Folate is the term used for various naturally occurring folate compounds. Folate is one of the water-soluble vitamins.
Folic acid is a term that is particularly well known. However, folic acid is only the synthetic form that is used in food or supplements (vitamin supplements) due to its stability.
Good sources of folate are food of plant origin, especially green vegetables and salads. However, also food products of animal origin such as liver or egg yolks provide folate. Although, meat, fish and fruits are poor in folate.
Folates are very sensitive to light and oxygen. Vitamin losses can be reduced in foods by storing the food as natural as possible (little or no processing) in air-tight containers and in a dark place.
Pregnant and lactating women have increased needs for folate. Larger amounts are required for tissue growth during pregnancy and breast milk vitamin loss which occurs during breastfeeding.
Folate content of foods and the daily requirements are specified as equivalent, due to their different forms. This refers to the amount of folate compound that has the same effect as 1 mg of free folate.
Functions in the Body
- Contributes to the formation of DNA and genetic material
- Processes amino acids
- Contributes in the key processes of cell division
- Develops blood cells
- Promotes cell growth
- Important for placenta growth during pregnancy and the prevention of neural tube birth deformities in new-borns
- Fatigue, irritability, loss of appetite, variances in the blood cell count and anaemia.
- During pregnancy, there is an increase in the risk of deformities in the child (such as neural tube birth deformities).
- Folate deficiency can be caused by vitamin B12 deficiency.

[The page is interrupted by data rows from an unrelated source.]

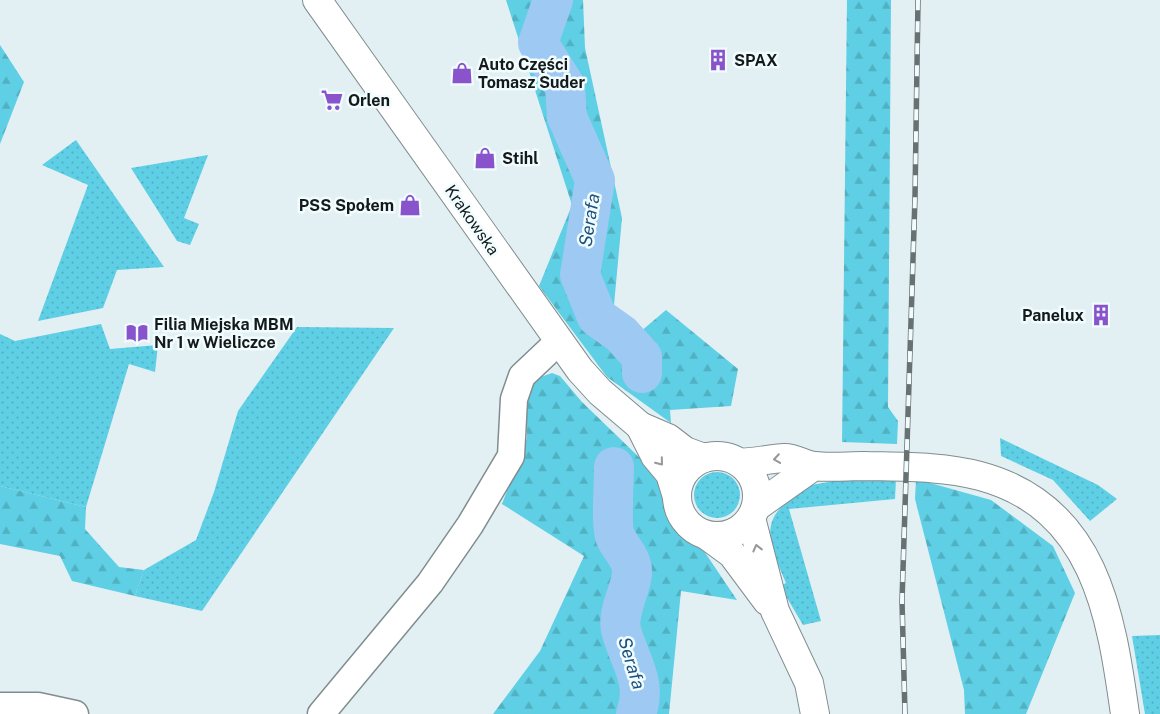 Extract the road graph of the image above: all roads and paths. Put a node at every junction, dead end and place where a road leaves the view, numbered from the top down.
1 (317, 0) edge
2 (558, 342) junction
3 (640, 426) junction
4 (704, 458) junction
5 (740, 463) junction
6 (814, 466) junction
7 (677, 497) junction
8 (753, 513) junction
9 (706, 535) junction
10 (775, 611) junction
11 (0, 706) edge
12 (75, 714) edge
13 (321, 714) edge
14 (815, 714) edge
15 (1125, 714) edge

1 - 2 main road, Krakowska
2 - 3 main road, Krakowska
2 - 13 street
3 - 4 main road, Krakowska
3 -> 7 main road, Krakowska
4 - 5 main road
4 - 7 main road
6 -> 5 main road
5 - 8 main road
6 - 8 main road
6 - 15 main road
7 - 9 main road
8 - 9 main road
10 -> 8 main road
9 - 10 main road
10 - 14 main road
11 - 12 street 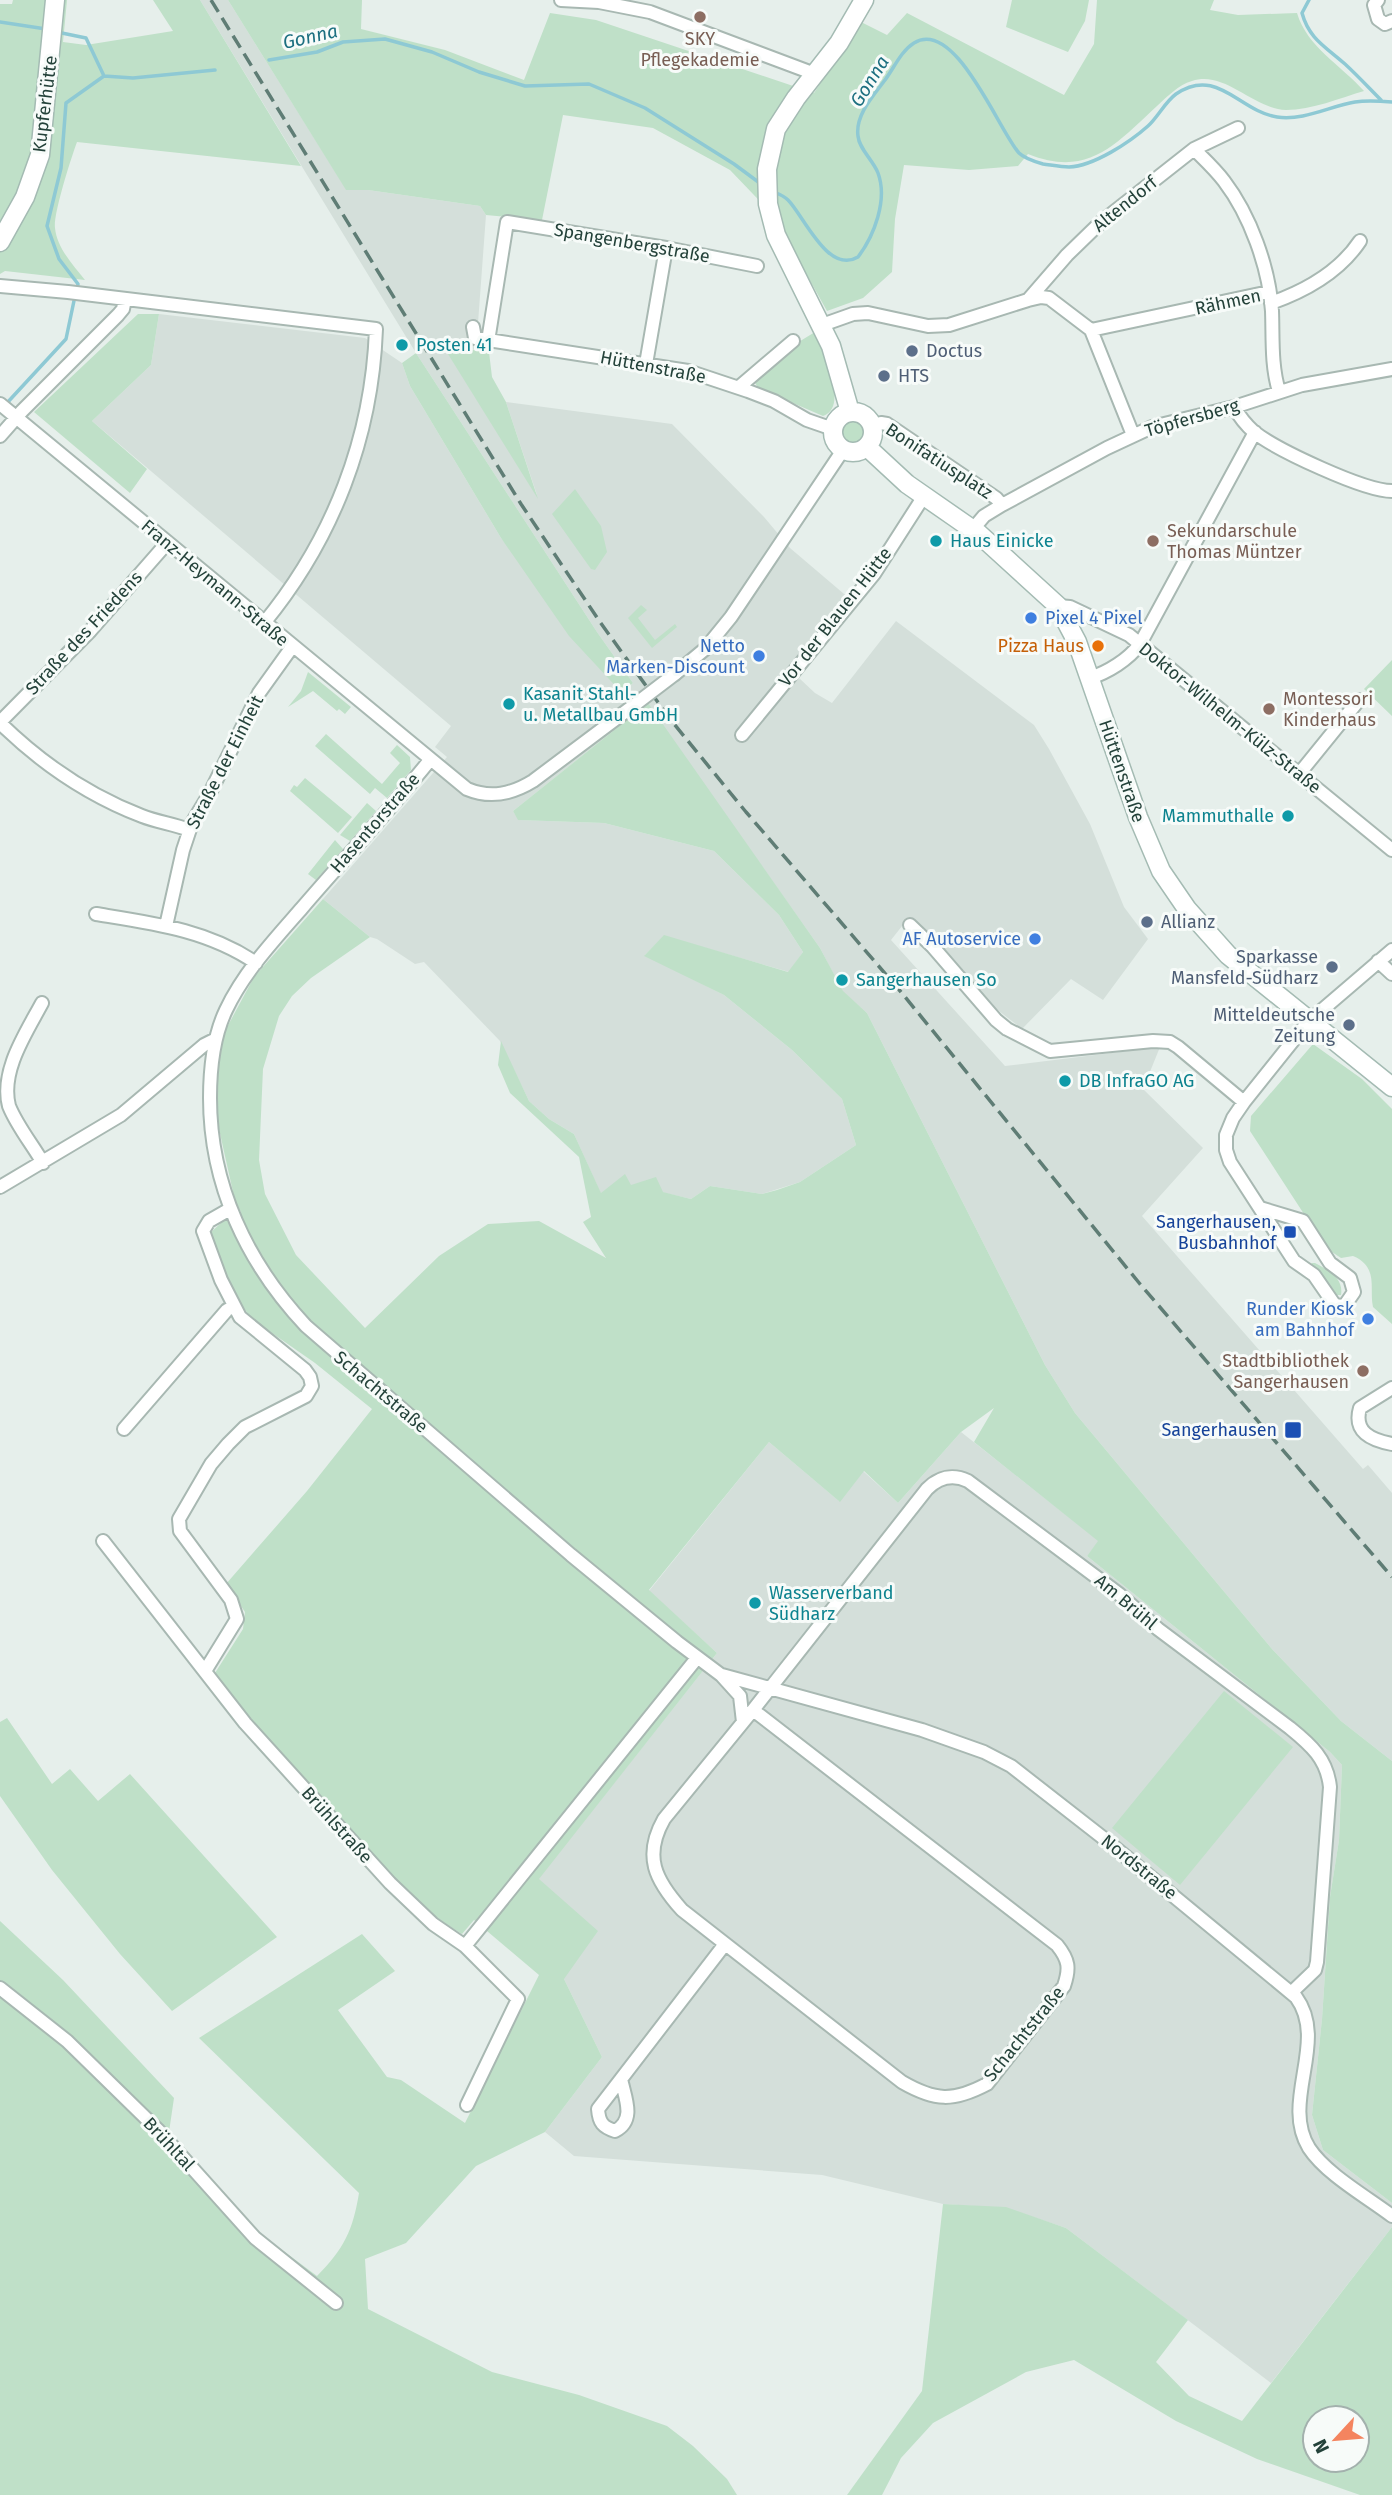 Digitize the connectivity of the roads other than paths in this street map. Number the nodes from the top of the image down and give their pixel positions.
1 (561, 0) edge
2 (864, 0) edge
3 (1378, 0) edge
4 (55, 8) edge
5 (1392, 21) edge
6 (815, 74) junction
7 (1238, 128) dead end
8 (1194, 149) junction
9 (1360, 241) dead end
10 (0, 242) edge
11 (666, 248) junction
12 (757, 266) dead end
13 (0, 286) edge
14 (1270, 298) junction
15 (125, 299) junction
16 (1028, 300) junction
17 (822, 325) junction
18 (473, 327) dead end
19 (1091, 330) junction
20 (488, 341) junction
21 (793, 341) dead end
22 (646, 364) junction
23 (1392, 369) edge
24 (738, 387) junction
25 (1279, 391) junction
26 (1234, 407) junction
27 (6, 410) edge
28 (850, 412) junction
29 (872, 426) junction
30 (833, 429) junction
31 (1255, 432) junction
32 (1133, 435) junction
33 (0, 436) edge
34 (867, 447) junction
35 (843, 450) junction
36 (1392, 491) edge
37 (924, 496) junction
38 (1002, 505) junction
39 (973, 529) junction
40 (167, 543) junction
41 (1058, 606) junction
42 (264, 623) junction
43 (1140, 644) junction
44 (292, 647) junction
45 (1090, 678) junction
46 (1359, 700) dead end
47 (0, 723) edge
48 (742, 735) dead end
49 (430, 760) junction
50 (1299, 775) junction
51 (189, 830) junction
52 (1392, 850) edge
53 (96, 914) dead end
54 (911, 925) dead end
55 (166, 926) junction
56 (1392, 950) edge
57 (1378, 961) junction
58 (256, 963) junction
59 (1392, 974) edge
60 (42, 1003) dead end
61 (1308, 1022) junction
62 (216, 1039) junction
63 (1392, 1087) edge
64 (3, 1092) edge
65 (1244, 1102) junction
66 (43, 1163) junction
67 (0, 1187) edge
68 (1260, 1208) junction
69 (230, 1209) junction
70 (233, 1307) junction
71 (1392, 1388) edge
72 (124, 1429) dead end
73 (1392, 1444) edge
74 (103, 1541) dead end
75 (697, 1658) junction
76 (205, 1671) junction
77 (720, 1675) junction
78 (771, 1687) junction
79 (753, 1710) junction
80 (743, 1722) junction
81 (725, 1944) junction
82 (465, 1945) junction
83 (0, 1988) edge
84 (1292, 1992) junction
85 (621, 2079) dead end
86 (467, 2105) dead end
87 (1392, 2216) edge
88 (336, 2303) dead end

1 - 6 street
2 - 6 street
3 - 5 street
4 - 10 street, Kupferhütte
6 - 17 street
7 - 8 street, Altendorf
8 - 14 street
8 - 16 street, Altendorf
9 - 14 street
11 - 12 street, Spangenbergstraße
11 - 20 street, Spangenbergstraße
11 - 22 street
13 - 15 street
14 - 19 street, Rähmen
14 - 25 street, Rähmen
15 - 27 street
15 - 42 street
16 - 17 street
16 - 19 street
17 - 28 street
18 - 20 street
19 - 32 street
20 - 22 street, Hüttenstraße
21 - 24 street
22 - 24 street, Hüttenstraße
23 - 25 street, Töpfersberg
24 - 30 street, Hüttenstraße
25 - 26 street, Töpfersberg
26 - 31 street
26 - 32 street, Töpfersberg
27 - 33 street
27 - 40 street, Franz-Heymann-Straße
28 - 29 street
28 - 30 street
29 - 34 street
29 - 38 street, Bonifatiusplatz
30 - 35 street
31 - 36 street
31 - 43 street
32 - 38 street, Töpfersberg
34 - 35 street
34 - 37 street, Hüttenstraße
35 - 49 street, Hasentorstraße, bridge
37 - 39 street, Hüttenstraße
37 - 48 street, Vor der Blauen Hütte
38 - 39 street, Töpfersberg
39 - 41 street, Hüttenstraße
40 - 42 street, Franz-Heymann-Straße
40 - 47 street, Straße des Friedens
41 - 43 street, Doktor-Wilhelm-Külz-Straße
41 - 45 street, Hüttenstraße
42 - 44 street, Franz-Heymann-Straße
43 - 45 street
43 - 50 street, Doktor-Wilhelm-Külz-Straße
44 - 49 street, Franz-Heymann-Straße
44 - 51 street, Straße der Einheit
45 - 61 street, Hüttenstraße
46 - 50 street
47 - 51 street
49 - 58 street, Hasentorstraße
50 - 52 street, Doktor-Wilhelm-Külz-Straße
51 - 55 street, Straße der Einheit
53 - 55 street
54 - 65 street
55 - 58 street
56 - 57 street
57 - 59 street
57 - 61 street
58 - 62 street, Hasentorstraße
60 - 64 street
61 - 63 street, Hüttenstraße
61 - 65 street
62 - 66 street
62 - 69 street, Schachtstraße
64 - 66 street
65 - 68 street
66 - 67 street
68 - 68 street
69 - 70 street
69 - 75 street, Schachtstraße
70 - 72 street
70 - 76 street
71 - 73 street
74 - 76 street, Brühlstraße
75 - 77 street, Schachtstraße
75 - 82 street
76 - 82 street, Brühlstraße
77 - 78 street, Nordstraße
77 - 80 street, Schachtstraße
78 - 79 street, Schachtstraße
78 - 84 street, Nordstraße
78 - 84 street, Am Brühl
79 - 80 street, Schachtstraße
79 - 81 street, Schachtstraße
80 - 81 street, Schachtstraße
81 - 85 street
82 - 86 street, Brühlstraße
83 - 88 street, Brühltal
84 - 87 street, Nordstraße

Therefore, vitamin B12 resources should always be checked before folate is supplemented.
No side effects have been observed in adults, despite long-term ingestion of high amounts.
+ Vitamin B12, B6 and C are beneficial to folate status.

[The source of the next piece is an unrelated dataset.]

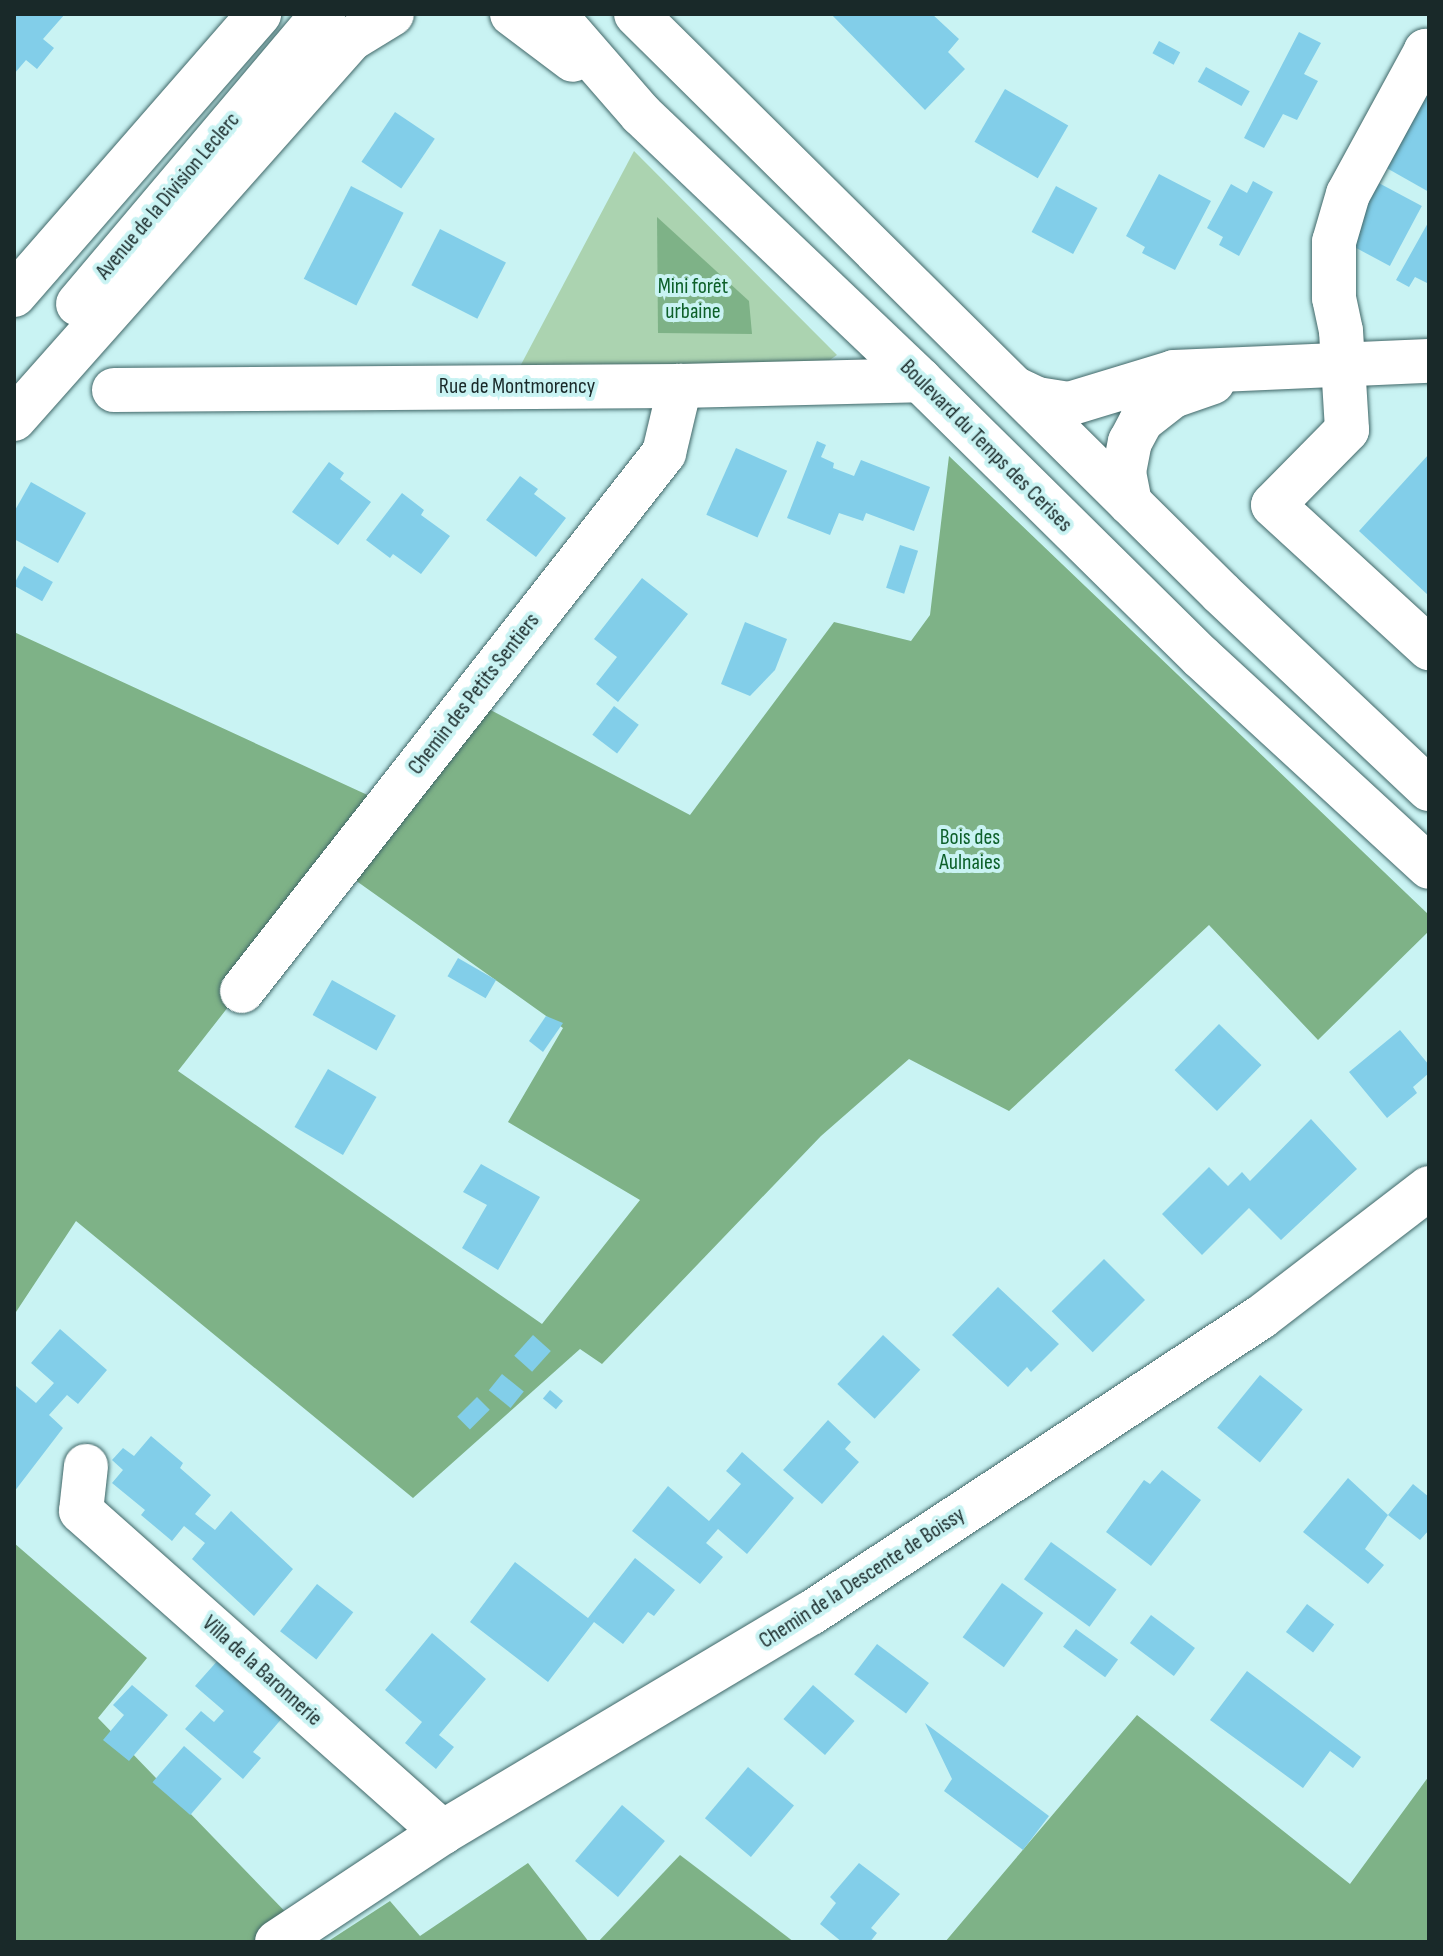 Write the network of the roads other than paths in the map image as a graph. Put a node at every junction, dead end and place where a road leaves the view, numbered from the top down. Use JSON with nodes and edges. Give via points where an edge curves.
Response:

– Alcohol, anti-inflammatory medications (such as aspirin and ibuprofen) and cholesterol lowering agents disrupt folic acid metabolism.
Green leafy vegetables (such as spinach and lamb’s lettuce) broccoli, green asparagus, leek, Brussels sprouts, walnuts, peanuts, sunflower seeds, egg yolks, liver, milk, dairy products and whole grain products.
Recommended Daily Amounts
Young people 300 µg
Adults 300 µg
Adults over 65 years old 300 µg
«5 a Day» Helps Your Vitamin Supply
In order to meet the daily folate requirements, 156 grams of spinach, 187 grams of lamb’s lettuce or soya sprouts, 230 grams of Brussels sprouts, 234 grams of asparagus, 272 grams of broccoli, 300 grams of honeydew melon, 312 grams of leeks or arugula (rocket) would have to be consumed.